Collected data entries:
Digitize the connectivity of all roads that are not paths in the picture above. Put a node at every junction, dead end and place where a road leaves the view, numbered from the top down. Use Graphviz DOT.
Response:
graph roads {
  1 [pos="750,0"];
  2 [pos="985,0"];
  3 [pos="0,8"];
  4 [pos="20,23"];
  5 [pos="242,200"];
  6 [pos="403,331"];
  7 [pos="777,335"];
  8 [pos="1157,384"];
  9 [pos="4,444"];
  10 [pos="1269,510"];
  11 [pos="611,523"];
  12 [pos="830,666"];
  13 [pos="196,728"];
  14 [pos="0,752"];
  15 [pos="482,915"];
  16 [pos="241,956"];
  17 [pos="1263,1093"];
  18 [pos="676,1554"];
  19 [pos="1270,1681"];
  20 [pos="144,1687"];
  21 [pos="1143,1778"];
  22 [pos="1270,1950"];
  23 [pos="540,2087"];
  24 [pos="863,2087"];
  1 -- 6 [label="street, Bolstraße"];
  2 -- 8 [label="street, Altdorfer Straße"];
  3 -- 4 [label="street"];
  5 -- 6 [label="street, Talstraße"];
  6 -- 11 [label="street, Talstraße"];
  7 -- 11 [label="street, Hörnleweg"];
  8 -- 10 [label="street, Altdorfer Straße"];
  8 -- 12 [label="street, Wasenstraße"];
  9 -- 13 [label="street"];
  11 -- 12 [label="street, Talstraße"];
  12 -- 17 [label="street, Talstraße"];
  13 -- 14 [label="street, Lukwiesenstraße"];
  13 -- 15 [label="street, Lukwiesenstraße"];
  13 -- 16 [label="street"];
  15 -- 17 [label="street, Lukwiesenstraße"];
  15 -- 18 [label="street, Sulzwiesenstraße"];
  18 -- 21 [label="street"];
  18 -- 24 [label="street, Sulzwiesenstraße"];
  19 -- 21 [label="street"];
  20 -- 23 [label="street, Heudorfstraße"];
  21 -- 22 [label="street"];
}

ASSIGNMENT: All of the entries should be transcribed exactly as they appear.

EXERCISE ANSWER:
Digitize the connectivity of all roads that are not paths in the picture above. Put a node at every junction, dead end and place where a road leaves the view, numbered from the top down. Use Graphviz DOT.
Response:
graph roads {
  1 [pos="750,0"];
  2 [pos="985,0"];
  3 [pos="0,8"];
  4 [pos="20,23"];
  5 [pos="242,200"];
  6 [pos="403,331"];
  7 [pos="777,335"];
  8 [pos="1157,384"];
  9 [pos="4,444"];
  10 [pos="1269,510"];
  11 [pos="611,523"];
  12 [pos="830,666"];
  13 [pos="196,728"];
  14 [pos="0,752"];
  15 [pos="482,915"];
  16 [pos="241,956"];
  17 [pos="1263,1093"];
  18 [pos="676,1554"];
  19 [pos="1270,1681"];
  20 [pos="144,1687"];
  21 [pos="1143,1778"];
  22 [pos="1270,1950"];
  23 [pos="540,2087"];
  24 [pos="863,2087"];
  1 -- 6 [label="street, Bolstraße"];
  2 -- 8 [label="street, Altdorfer Straße"];
  3 -- 4 [label="street"];
  5 -- 6 [label="street, Talstraße"];
  6 -- 11 [label="street, Talstraße"];
  7 -- 11 [label="street, Hörnleweg"];
  8 -- 10 [label="street, Altdorfer Straße"];
  8 -- 12 [label="street, Wasenstraße"];
  9 -- 13 [label="street"];
  11 -- 12 [label="street, Talstraße"];
  12 -- 17 [label="street, Talstraße"];
  13 -- 14 [label="street, Lukwiesenstraße"];
  13 -- 15 [label="street, Lukwiesenstraße"];
  13 -- 16 [label="street"];
  15 -- 17 [label="street, Lukwiesenstraße"];
  15 -- 18 [label="street, Sulzwiesenstraße"];
  18 -- 21 [label="street"];
  18 -- 24 [label="street, Sulzwiesenstraße"];
  19 -- 21 [label="street"];
  20 -- 23 [label="street, Heudorfstraße"];
  21 -- 22 [label="street"];
}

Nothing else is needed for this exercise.